* **Exercise requirements**: From the listing below, work out the number of lines containing "edges" and give that number without comment.

* **Exercise materials**:
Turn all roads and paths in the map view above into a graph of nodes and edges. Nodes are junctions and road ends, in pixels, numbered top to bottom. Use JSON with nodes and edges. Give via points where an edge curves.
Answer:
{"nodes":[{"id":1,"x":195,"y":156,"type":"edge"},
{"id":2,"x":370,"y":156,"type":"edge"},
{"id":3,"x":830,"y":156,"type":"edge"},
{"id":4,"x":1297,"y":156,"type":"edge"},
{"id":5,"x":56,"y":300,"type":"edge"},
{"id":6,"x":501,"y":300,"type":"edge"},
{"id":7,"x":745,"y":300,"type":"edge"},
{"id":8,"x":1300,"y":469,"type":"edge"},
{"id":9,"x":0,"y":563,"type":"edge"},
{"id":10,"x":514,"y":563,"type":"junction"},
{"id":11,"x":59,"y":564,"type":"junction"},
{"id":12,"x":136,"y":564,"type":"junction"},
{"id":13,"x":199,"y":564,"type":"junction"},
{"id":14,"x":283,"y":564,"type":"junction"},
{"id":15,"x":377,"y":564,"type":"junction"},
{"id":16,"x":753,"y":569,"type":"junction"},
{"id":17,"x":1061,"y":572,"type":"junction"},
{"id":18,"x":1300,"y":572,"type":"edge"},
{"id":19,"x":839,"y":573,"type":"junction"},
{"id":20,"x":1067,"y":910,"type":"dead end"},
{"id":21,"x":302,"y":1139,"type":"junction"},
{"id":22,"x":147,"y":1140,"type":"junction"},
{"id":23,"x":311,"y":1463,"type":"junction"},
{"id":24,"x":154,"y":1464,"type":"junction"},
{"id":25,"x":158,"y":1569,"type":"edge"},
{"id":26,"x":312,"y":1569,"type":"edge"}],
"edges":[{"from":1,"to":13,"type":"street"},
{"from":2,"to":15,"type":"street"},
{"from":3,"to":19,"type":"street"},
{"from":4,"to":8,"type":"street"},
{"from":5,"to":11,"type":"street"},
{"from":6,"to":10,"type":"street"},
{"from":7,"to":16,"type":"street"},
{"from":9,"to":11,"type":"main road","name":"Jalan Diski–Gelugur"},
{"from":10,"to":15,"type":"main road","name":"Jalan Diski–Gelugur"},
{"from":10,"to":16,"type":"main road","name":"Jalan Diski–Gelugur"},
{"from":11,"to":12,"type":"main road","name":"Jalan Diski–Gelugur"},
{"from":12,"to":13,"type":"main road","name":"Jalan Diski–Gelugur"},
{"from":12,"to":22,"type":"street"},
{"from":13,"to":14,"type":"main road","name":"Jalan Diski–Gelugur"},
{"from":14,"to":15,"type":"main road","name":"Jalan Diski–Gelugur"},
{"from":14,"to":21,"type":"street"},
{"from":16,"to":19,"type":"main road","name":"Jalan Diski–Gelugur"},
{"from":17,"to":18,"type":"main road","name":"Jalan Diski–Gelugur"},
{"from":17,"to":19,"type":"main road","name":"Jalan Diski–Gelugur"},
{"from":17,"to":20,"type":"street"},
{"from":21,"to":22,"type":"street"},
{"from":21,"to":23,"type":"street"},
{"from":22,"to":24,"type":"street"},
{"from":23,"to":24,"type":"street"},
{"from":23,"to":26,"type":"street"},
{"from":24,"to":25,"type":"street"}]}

* **Solution to the problem**: 2